If you deal with building machine learning algorithms or managing them, you know well that creating a machine learning algorithm is a time-consuming task. You spend a lot of time with exploratory data analysis, data preparation, experimenting with different machine learning algorithms, optimizing them, and evaluating the results. Later on, you spend time with the deployment of the already selected model, for example, creating and dockerizing a rest api.
PyCaret offers a solution for all of the above. Of course, there are things that PyCaret is not suitable for, it is not good for on its own is model tracking (saving model artifacts, model results, etc.), which is where MLflow can be used and is supported by PyCaret, etc.
But how can you build machine learning models 10x faster?
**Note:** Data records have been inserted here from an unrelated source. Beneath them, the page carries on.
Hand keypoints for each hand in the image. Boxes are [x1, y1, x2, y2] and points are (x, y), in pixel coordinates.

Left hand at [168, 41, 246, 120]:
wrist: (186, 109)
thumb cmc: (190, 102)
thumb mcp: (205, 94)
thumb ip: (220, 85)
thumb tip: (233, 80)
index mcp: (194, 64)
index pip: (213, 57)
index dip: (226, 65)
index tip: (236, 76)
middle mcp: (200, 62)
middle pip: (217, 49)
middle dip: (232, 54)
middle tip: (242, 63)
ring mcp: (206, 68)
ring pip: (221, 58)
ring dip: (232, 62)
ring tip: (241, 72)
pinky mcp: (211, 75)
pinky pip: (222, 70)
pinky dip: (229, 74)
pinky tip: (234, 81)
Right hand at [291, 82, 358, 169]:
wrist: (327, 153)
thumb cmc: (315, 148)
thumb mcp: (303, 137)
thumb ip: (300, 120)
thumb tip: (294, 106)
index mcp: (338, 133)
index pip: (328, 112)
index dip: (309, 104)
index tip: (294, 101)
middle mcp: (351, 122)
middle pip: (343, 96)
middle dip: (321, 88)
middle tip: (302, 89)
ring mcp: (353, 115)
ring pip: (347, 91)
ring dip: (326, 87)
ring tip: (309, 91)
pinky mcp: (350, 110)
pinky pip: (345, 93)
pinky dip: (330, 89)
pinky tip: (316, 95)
I’ll show you!
Using PyCaret, you can do exploratory data analysis with a line of code, which gives you a result like this in Jupyter Notebook:
https://pycaret.gitbook.io
The data preprocessing part can also be completed with a few lines of code, which practically involves entering some parameters. This includes handling missing values, one-hot encoding, handling outliers, normalization, feature engineering, feature selection, and many more.
You don’t have to get stuck trying one model after the next. With one line of code, you can test up to 10 or more built-in machine learning models at the same time, and you will get results like this:
https://pycaret.gitbook.io
In doing this, you will know right away which few models you should continue to work with and optimize further.
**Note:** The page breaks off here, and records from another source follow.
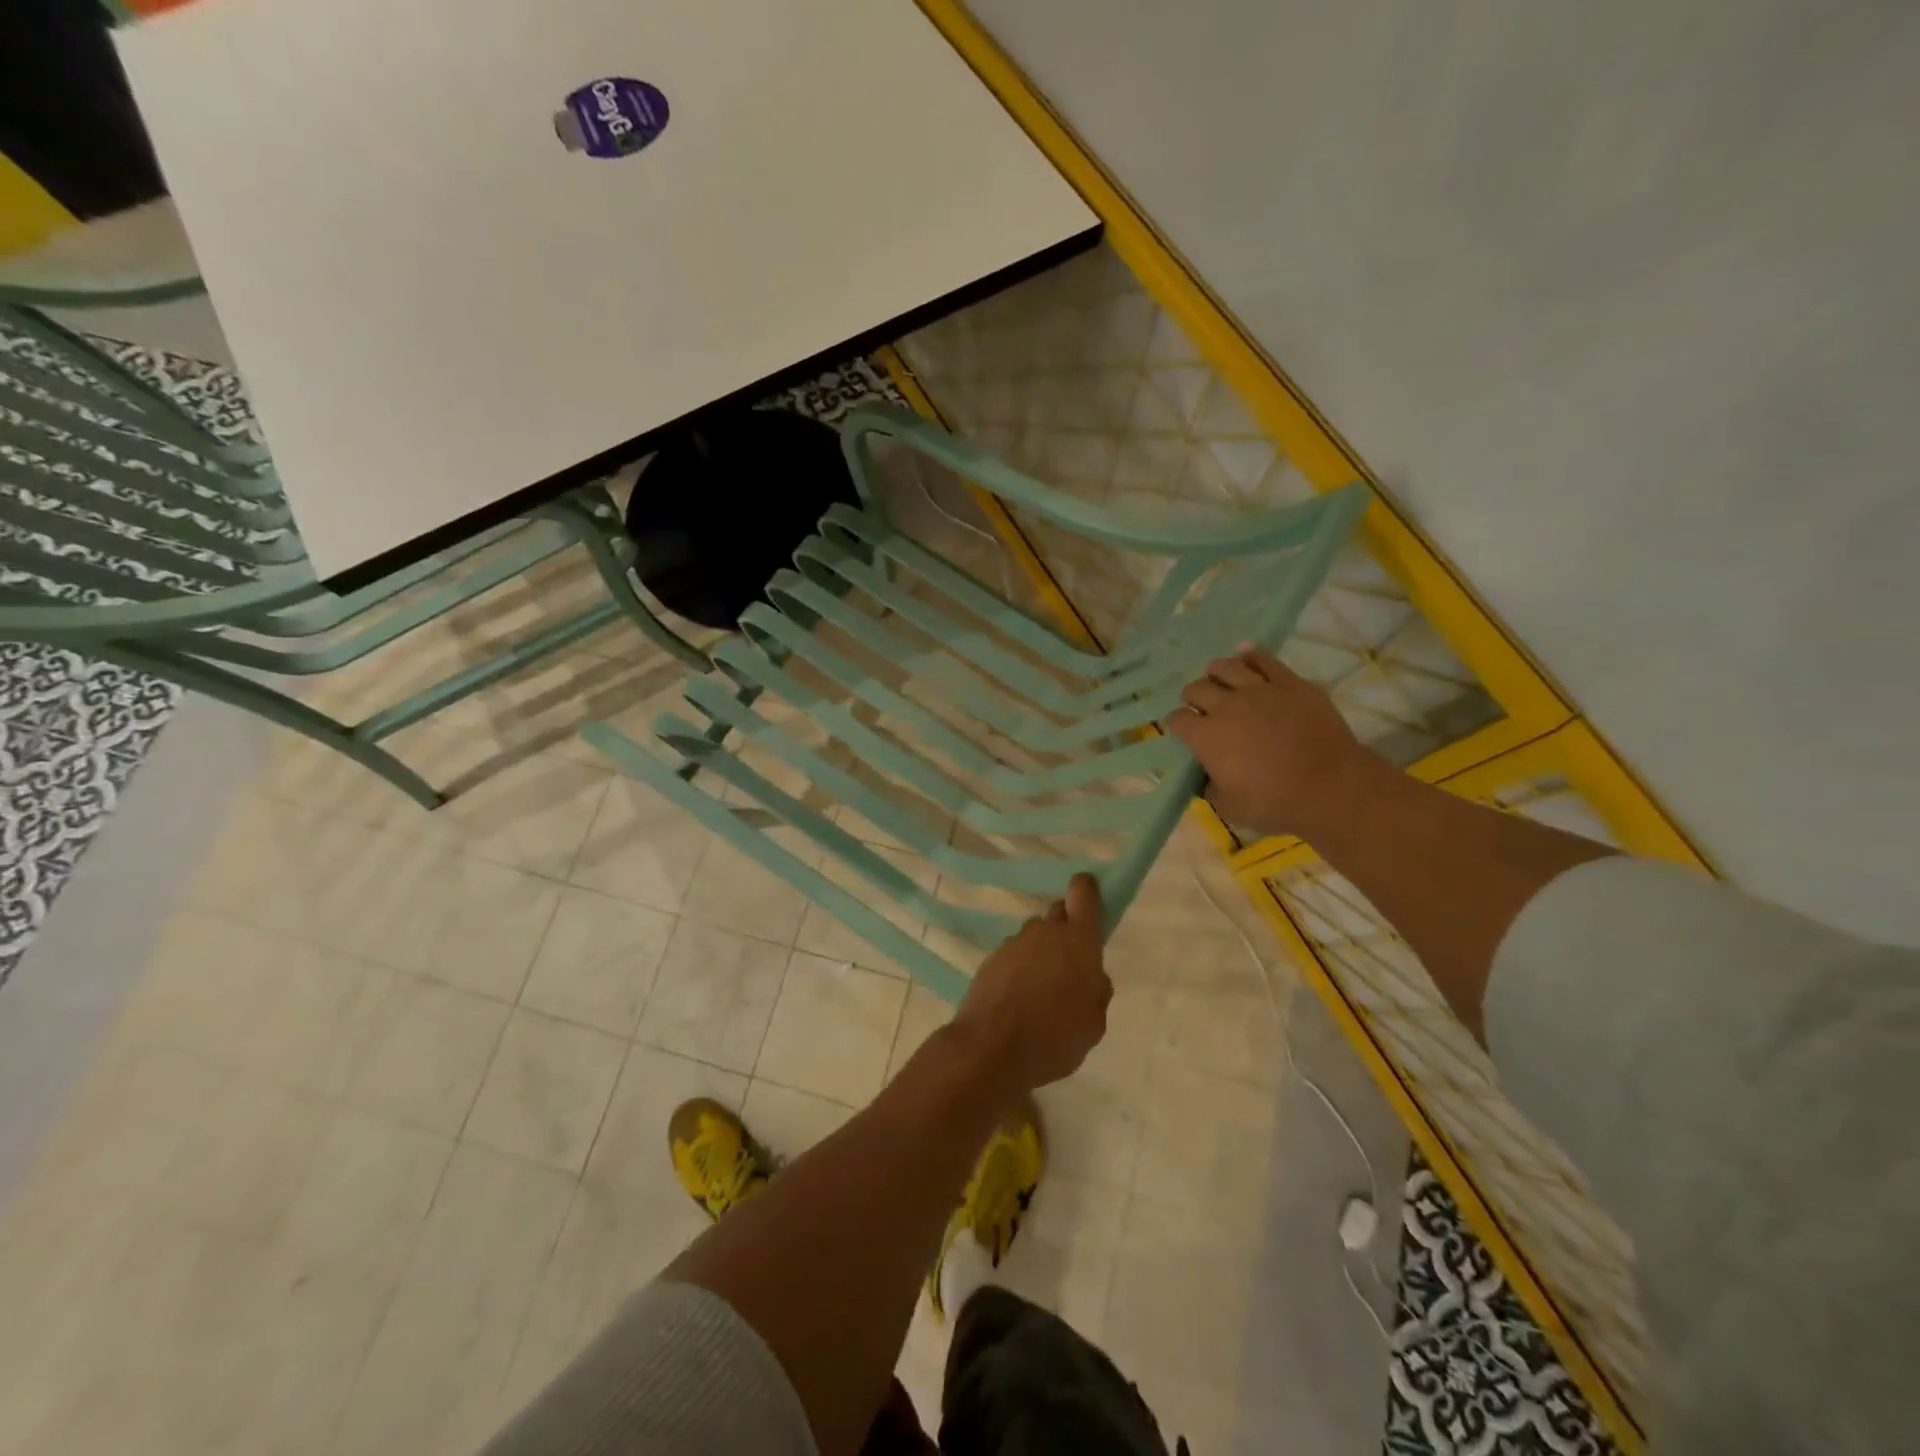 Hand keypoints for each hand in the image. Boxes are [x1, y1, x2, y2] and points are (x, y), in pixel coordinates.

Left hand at [953, 874, 1111, 1093]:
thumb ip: (1097, 993)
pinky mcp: (990, 959)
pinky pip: (1013, 954)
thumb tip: (1093, 977)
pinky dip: (1019, 968)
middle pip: (1058, 913)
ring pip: (1034, 935)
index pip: (1083, 894)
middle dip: (1066, 928)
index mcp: (1078, 940)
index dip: (1087, 890)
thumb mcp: (1093, 1024)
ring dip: (1041, 950)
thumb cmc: (1055, 1038)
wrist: (992, 1049)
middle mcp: (1045, 932)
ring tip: (1042, 986)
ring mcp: (1014, 943)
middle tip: (1070, 959)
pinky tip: (1019, 997)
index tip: (1090, 896)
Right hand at [1166, 646, 1380, 838]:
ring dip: (1216, 672)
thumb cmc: (1275, 803)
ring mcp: (1259, 690)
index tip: (1185, 731)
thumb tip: (1208, 778)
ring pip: (1226, 667)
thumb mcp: (1230, 808)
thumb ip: (1212, 788)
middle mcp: (1225, 706)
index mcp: (1205, 737)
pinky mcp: (1290, 683)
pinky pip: (1265, 659)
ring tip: (1219, 676)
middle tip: (1201, 705)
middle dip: (1193, 697)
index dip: (1178, 725)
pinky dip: (1252, 655)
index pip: (1178, 720)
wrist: (1330, 787)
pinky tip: (1246, 653)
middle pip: (1197, 689)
Model optimization can also be done with a few lines of code, and you can choose from a number of state-of-the-art solutions.
Creating the REST API and Docker image, or the deployment to AWS, Google Cloud, or Azure can also be done with a few lines of code.
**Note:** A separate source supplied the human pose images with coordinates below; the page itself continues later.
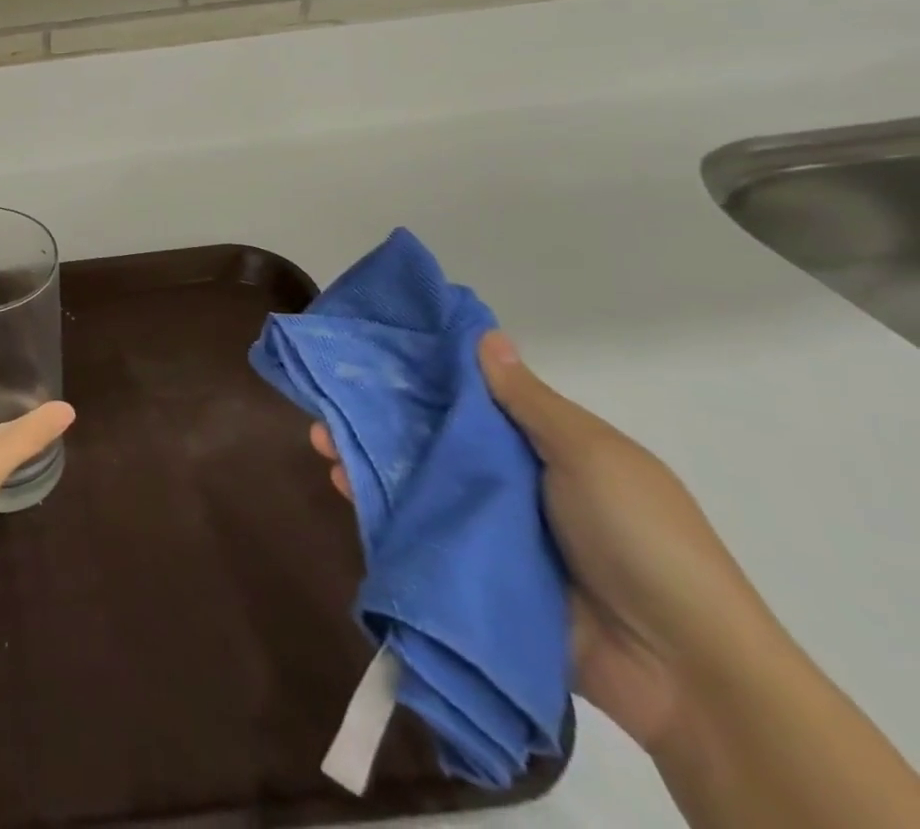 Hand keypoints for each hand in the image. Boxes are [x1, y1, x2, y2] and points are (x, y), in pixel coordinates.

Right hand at [310, 332, 776, 755]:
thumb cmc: (641, 540)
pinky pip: (416, 528)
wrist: (682, 671)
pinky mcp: (472, 569)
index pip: (470, 397)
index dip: (423, 373)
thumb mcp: (591, 455)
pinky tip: (342, 485)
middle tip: (328, 399)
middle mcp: (511, 480)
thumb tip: (486, 334)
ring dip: (367, 457)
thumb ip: (528, 400)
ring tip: (321, 441)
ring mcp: (489, 526)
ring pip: (415, 479)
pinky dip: (377, 506)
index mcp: (544, 446)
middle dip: (379, 415)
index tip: (372, 350)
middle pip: (432, 436) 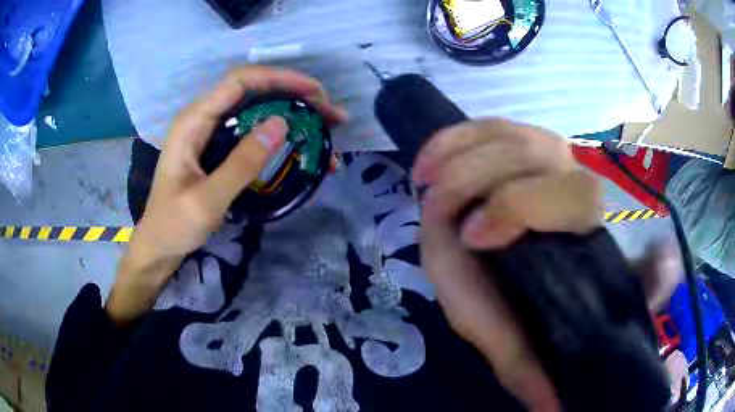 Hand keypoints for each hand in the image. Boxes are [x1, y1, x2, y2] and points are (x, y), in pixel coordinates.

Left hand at [106, 66, 347, 325]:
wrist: (159, 244)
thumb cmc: (174, 224)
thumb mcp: (206, 201)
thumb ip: (241, 164)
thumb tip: (281, 124)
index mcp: (193, 121)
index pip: (240, 81)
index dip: (280, 78)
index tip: (315, 92)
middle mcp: (204, 117)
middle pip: (254, 90)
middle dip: (295, 96)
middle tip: (331, 115)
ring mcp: (212, 131)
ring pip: (258, 108)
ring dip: (293, 114)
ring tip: (326, 131)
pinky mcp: (220, 146)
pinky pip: (254, 130)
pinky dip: (281, 135)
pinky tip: (302, 149)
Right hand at [414, 119, 601, 411]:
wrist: (562, 265)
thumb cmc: (550, 304)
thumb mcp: (536, 342)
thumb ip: (534, 369)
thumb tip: (544, 408)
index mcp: (592, 228)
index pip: (570, 196)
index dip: (520, 207)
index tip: (473, 238)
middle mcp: (577, 179)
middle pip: (529, 152)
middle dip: (474, 175)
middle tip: (433, 202)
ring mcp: (553, 154)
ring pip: (508, 132)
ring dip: (460, 151)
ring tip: (424, 176)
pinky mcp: (527, 145)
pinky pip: (491, 126)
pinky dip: (458, 136)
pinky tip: (431, 157) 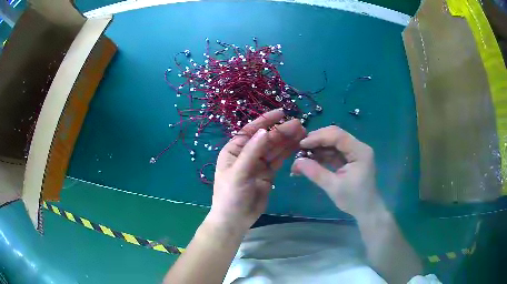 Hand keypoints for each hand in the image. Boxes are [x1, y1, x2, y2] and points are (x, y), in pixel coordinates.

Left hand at [210, 109, 305, 231]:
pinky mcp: (267, 174)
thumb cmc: (230, 195)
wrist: (235, 220)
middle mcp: (246, 154)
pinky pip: (278, 160)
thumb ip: (252, 152)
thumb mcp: (239, 173)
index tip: (282, 112)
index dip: (266, 120)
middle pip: (266, 139)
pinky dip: (287, 152)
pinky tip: (297, 145)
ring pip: (274, 148)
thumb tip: (264, 131)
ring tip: (303, 132)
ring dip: (287, 140)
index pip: (251, 130)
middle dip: (281, 131)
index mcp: (235, 150)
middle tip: (299, 125)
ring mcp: (258, 164)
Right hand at [291, 126, 379, 217]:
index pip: (338, 136)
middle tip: (299, 149)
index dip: (318, 137)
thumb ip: (315, 172)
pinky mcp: (349, 158)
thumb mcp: (333, 187)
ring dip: (317, 148)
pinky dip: (321, 155)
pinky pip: (333, 151)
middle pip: (335, 135)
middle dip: (316, 140)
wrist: (366, 210)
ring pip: (333, 142)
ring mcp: (354, 152)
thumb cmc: (354, 200)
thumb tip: (296, 162)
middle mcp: (358, 147)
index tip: (301, 144)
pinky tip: (309, 161)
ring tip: (301, 157)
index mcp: (359, 151)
Of course, I haven’t mentioned all the options that PyCaret offers. I really liked it, I recommend everyone to try it!
It is not only possible to work with the built-in machine learning algorithms, but there are also opportunities to use, for example, PyTorch.
So all in all, I can say that if you want to move fast with machine learning algorithm development, PyCaret is an excellent choice, and I say this without receiving a commission from them.
Of course, PyCaret is just a tool. It is generally used for creating a baseline model, rapid prototyping, and developing and deploying a cheap business-ready solution to validate the business idea. If you need a more sophisticated solution, you may want to look for another tool. PyCaret is not a substitute for a data scientist.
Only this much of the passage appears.